Margie likes to puzzle, Liz is a quilter. Usually when I'm blocked or don't know what to do with my manuscripts, I go for a walk or I sew.
For the past several months the interwebz have been awash in the latest creativity craze: adult coloring. Experts (and coloring book designers) insist coloring is a great way to de-stress, to be creative, to unblock those writing blocks.
News outlets have interviewed all kinds of experts about why coloring is good for us as adults, what this kind of intense concentration can do for our brains, and why it is suddenly catching on. I've avoided reading most of them, but I've seen the headlines.
There are a few grown-up coloring books on Amazon that have been #1 best sellers for weeks and weeks. There are mandala coloring books and hot guy coloring books and animal coloring books and flower coloring books...there are probably sex coloring books.
I wanted to see what the fuss was all about, so I decided to grab a coloring book, some colored
I've been hip-deep in revisions for Super #3 for a few weeks and I'm at the point that I know what I've finished is good....but I needed a little distance from the project to freshen my mind a bit. So I shut down my computer, turned off my phone and turned on the radio and started to color.
I colored a bunny (isn't he cute?) and some daffodils and didn't bother to make either of them look anything close to what we'd see in the real world. For me coloring has never been about recreating on paper something I might see in the wild; it's been about taking something from life and making it
brighter and different. I think the flowers are my favorite because they are just different enough to be completely wrong, but I like the way the colors play against one another.
I spent a solid hour coloring one afternoon last week. I didn't think about which colors came next, I just chose what felt right and colored whatever seemed to need that particular color.
It was fun taking a little time to do something different than my usual thing. I didn't feel like I was doing anything 'wrong' or like I was stealing time away from myself. I gained the distance I wanted from the revisions and now I'm nearly to the end and ready to send the pages off to my editor.

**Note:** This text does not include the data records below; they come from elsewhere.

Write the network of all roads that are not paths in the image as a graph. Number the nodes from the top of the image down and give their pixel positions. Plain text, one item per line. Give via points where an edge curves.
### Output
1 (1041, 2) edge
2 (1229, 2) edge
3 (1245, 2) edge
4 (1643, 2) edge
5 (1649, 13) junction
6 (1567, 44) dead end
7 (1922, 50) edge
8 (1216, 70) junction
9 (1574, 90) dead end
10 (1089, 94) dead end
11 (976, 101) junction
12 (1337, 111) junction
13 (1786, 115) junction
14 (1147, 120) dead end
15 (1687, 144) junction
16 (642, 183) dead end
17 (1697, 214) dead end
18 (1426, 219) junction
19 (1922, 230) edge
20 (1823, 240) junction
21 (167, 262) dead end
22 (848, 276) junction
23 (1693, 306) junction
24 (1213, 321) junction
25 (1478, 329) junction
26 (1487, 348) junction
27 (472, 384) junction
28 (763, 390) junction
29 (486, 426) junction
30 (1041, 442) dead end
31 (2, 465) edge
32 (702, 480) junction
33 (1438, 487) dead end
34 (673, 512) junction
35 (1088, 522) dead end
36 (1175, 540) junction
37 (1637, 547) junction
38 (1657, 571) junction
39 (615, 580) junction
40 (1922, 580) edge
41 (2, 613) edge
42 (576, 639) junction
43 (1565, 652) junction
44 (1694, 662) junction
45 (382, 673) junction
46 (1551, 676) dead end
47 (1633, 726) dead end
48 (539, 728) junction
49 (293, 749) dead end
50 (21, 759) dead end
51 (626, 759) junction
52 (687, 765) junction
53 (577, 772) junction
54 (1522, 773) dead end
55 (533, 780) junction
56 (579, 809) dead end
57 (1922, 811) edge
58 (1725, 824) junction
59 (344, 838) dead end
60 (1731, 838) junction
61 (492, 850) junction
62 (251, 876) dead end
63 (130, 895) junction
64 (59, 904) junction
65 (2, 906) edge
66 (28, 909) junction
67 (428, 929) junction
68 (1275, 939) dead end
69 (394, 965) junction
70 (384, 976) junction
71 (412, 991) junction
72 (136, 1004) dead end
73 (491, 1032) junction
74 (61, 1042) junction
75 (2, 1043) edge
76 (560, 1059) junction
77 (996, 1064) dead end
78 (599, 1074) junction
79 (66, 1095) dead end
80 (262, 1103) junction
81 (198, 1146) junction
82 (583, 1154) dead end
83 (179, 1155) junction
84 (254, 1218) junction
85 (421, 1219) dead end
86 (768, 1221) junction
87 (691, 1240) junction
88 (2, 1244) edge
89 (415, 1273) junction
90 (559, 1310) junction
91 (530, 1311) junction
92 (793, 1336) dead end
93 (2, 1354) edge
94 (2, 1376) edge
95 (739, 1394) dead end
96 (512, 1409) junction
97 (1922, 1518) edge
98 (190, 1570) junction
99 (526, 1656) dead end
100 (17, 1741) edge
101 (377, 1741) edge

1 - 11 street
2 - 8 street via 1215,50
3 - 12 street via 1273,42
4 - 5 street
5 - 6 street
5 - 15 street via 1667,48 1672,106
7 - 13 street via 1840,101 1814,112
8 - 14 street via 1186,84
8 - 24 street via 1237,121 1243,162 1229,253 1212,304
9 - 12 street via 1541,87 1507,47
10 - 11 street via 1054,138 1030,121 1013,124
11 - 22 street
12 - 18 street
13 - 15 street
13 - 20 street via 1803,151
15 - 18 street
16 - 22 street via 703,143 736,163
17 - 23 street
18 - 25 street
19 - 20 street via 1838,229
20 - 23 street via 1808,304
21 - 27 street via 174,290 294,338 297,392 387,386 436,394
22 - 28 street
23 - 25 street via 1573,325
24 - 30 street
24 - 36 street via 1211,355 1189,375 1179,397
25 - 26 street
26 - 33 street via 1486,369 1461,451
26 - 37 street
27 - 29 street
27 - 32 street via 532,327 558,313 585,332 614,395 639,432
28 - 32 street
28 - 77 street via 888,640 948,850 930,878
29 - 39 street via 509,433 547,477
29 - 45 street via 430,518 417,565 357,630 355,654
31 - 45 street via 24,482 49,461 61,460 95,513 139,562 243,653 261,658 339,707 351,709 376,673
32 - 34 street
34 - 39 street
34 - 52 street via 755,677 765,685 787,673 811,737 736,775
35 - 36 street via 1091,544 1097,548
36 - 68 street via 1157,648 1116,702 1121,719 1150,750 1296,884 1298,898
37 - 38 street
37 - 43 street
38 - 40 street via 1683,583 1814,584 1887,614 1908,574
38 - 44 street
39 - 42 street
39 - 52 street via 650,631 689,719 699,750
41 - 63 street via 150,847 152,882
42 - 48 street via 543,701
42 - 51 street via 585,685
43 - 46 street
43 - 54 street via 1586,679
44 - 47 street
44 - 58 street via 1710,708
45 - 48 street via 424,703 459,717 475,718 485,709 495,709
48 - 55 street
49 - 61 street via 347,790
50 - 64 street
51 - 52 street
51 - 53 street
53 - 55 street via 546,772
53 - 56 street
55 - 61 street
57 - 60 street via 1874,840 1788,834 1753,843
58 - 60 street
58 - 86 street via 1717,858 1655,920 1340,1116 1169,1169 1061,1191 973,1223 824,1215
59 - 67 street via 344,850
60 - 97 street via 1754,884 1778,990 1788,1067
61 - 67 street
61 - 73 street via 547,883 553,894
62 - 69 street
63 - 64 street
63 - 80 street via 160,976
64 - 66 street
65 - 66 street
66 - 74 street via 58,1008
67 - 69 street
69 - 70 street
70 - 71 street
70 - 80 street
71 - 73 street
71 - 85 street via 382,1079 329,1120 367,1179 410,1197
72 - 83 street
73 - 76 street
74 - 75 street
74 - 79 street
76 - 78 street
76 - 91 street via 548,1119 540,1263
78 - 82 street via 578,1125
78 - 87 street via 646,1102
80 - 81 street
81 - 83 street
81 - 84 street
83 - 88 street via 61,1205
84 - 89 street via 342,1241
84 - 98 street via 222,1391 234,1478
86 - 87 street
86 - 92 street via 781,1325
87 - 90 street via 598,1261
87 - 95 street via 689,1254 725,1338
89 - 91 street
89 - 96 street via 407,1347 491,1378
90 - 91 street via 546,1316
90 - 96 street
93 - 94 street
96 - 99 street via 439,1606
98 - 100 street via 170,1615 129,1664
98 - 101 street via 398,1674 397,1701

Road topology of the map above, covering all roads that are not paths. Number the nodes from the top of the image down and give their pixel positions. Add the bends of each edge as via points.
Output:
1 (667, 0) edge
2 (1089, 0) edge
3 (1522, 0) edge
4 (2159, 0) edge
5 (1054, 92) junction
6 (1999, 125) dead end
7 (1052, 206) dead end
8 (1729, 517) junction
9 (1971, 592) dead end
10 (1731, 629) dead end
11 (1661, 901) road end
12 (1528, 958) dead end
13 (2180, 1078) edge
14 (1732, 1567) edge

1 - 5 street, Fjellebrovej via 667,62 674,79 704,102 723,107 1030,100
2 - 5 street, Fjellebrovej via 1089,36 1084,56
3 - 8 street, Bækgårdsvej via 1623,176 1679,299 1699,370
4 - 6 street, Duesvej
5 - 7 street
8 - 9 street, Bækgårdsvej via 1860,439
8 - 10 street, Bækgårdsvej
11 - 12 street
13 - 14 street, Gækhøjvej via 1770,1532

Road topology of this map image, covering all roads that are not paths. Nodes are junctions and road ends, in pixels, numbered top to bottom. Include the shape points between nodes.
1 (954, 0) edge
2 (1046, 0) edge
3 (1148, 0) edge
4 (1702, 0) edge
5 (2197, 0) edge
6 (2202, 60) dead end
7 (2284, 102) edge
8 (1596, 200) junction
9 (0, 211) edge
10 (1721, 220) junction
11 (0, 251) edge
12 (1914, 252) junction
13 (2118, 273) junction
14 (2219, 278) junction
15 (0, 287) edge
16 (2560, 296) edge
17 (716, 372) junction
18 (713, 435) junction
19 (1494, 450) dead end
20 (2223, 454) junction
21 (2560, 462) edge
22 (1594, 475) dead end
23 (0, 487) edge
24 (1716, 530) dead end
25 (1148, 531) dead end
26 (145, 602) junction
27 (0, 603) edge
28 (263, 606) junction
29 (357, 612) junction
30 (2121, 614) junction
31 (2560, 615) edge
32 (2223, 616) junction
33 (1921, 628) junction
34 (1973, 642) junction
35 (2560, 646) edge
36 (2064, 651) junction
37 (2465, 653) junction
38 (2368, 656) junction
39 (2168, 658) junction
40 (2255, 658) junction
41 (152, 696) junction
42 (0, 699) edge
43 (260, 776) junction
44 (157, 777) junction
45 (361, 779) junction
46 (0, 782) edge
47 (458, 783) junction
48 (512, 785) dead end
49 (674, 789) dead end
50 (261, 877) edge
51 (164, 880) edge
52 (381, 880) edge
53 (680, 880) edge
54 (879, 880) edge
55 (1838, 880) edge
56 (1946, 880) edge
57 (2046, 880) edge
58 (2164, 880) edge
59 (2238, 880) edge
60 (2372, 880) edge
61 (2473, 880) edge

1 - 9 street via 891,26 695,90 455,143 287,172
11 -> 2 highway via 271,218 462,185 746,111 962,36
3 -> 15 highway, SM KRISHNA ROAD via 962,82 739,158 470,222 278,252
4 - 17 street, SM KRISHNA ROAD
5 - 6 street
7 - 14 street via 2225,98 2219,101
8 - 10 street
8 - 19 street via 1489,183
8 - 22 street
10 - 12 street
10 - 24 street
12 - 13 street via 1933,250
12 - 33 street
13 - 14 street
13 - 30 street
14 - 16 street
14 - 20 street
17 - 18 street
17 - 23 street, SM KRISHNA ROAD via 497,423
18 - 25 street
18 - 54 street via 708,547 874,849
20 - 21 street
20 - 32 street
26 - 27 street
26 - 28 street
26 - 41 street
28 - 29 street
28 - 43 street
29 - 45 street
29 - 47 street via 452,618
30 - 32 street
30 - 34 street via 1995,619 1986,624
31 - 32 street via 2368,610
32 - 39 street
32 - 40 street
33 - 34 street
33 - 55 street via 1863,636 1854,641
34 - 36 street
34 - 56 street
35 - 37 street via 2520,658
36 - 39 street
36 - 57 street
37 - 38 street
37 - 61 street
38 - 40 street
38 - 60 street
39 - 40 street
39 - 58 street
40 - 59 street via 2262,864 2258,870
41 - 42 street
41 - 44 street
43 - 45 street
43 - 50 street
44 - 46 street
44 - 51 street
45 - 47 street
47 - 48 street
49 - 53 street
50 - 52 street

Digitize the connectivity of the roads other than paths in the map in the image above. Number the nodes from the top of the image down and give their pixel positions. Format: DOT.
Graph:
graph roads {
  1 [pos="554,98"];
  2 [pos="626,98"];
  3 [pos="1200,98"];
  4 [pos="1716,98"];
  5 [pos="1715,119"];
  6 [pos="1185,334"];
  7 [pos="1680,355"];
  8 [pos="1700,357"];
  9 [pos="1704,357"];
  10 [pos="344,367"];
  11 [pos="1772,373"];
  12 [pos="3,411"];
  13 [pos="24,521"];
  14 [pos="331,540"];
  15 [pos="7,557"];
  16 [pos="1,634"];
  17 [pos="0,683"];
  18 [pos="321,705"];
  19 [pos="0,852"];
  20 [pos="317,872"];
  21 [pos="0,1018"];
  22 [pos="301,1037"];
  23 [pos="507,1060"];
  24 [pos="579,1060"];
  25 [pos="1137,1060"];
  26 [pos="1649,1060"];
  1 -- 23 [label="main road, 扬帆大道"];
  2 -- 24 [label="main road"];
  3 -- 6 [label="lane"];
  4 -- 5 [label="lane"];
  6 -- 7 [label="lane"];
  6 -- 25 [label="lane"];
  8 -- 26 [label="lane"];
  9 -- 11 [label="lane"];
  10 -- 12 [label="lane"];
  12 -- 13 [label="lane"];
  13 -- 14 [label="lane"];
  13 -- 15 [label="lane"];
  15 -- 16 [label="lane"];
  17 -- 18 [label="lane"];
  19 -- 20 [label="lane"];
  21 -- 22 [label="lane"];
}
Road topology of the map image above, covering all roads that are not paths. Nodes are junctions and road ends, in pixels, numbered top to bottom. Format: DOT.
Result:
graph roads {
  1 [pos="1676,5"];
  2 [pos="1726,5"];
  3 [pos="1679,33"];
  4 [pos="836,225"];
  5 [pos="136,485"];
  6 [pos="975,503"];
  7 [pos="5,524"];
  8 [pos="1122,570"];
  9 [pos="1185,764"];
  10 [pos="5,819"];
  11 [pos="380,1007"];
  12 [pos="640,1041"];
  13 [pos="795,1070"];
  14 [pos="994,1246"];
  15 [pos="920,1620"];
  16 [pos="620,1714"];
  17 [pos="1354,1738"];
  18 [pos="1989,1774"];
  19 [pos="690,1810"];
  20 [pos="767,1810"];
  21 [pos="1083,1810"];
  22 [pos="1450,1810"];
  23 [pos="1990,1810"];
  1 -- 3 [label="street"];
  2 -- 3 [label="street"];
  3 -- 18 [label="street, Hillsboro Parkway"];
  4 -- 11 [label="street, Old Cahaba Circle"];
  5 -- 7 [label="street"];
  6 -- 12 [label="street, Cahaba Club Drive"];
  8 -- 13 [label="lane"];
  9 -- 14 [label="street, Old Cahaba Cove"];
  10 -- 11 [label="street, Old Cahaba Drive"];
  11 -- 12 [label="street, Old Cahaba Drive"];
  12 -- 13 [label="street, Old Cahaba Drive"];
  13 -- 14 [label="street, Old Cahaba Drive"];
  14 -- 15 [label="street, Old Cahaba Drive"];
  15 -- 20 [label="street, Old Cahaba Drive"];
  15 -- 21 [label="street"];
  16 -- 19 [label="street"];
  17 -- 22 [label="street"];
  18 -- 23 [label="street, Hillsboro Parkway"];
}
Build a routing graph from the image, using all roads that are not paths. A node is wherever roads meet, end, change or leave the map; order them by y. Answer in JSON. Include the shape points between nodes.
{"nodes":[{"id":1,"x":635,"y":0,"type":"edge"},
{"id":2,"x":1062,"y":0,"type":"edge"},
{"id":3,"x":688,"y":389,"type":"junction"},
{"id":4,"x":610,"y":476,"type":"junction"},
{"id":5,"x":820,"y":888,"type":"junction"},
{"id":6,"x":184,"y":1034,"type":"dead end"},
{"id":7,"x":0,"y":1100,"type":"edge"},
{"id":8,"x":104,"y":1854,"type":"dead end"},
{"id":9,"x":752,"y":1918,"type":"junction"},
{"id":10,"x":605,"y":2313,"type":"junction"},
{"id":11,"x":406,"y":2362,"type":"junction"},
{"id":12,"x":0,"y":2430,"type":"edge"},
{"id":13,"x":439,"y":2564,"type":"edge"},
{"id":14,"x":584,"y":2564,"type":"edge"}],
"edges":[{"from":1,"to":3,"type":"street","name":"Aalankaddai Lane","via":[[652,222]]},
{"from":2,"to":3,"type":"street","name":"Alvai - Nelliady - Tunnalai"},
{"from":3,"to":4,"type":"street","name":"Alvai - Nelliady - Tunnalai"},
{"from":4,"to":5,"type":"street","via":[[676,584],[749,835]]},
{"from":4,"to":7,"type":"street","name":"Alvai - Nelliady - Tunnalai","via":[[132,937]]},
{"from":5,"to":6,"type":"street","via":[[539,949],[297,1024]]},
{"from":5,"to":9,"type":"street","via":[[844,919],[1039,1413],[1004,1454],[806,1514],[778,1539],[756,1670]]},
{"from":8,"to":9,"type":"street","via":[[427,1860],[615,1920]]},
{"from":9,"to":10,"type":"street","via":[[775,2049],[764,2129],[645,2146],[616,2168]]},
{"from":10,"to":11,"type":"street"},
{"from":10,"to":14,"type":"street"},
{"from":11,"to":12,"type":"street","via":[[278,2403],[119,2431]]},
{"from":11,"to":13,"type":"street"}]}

Still, I don't think I'll become an ardent adult colorer (is that even a word?). It isn't that I didn't like the act of coloring, because i did. I've always liked coloring, but I've never been in love with it. I was never the kid who created masterpiece after masterpiece, who filled up book after book. My mom probably still has boxes of partially finished coloring books of mine because 1) she never throws anything away and 2) usually I would get half-way finished with a page and be ready to move on to the next thing. That's kind of what it was like this time. It was fun while I was doing it, I felt creative. It was calming and I found myself whistling as I did it. But I never lost myself in the act of coloring the way I lose myself in the act of sewing. Maybe having one of those more detailed adult coloring books would make a difference, I don't really know.
What I do know is this: when I finish a sewing project, I feel a sense of accomplishment, and usually somewhere along the line I am hit with a bolt of inspiration about conflict or motivation or characterization. When I finished these coloring pages I felt. . like they were cute. So maybe sewing is where my non-writing creative outlet lies.
What about you? Have you tried out the adult coloring craze? What did you think?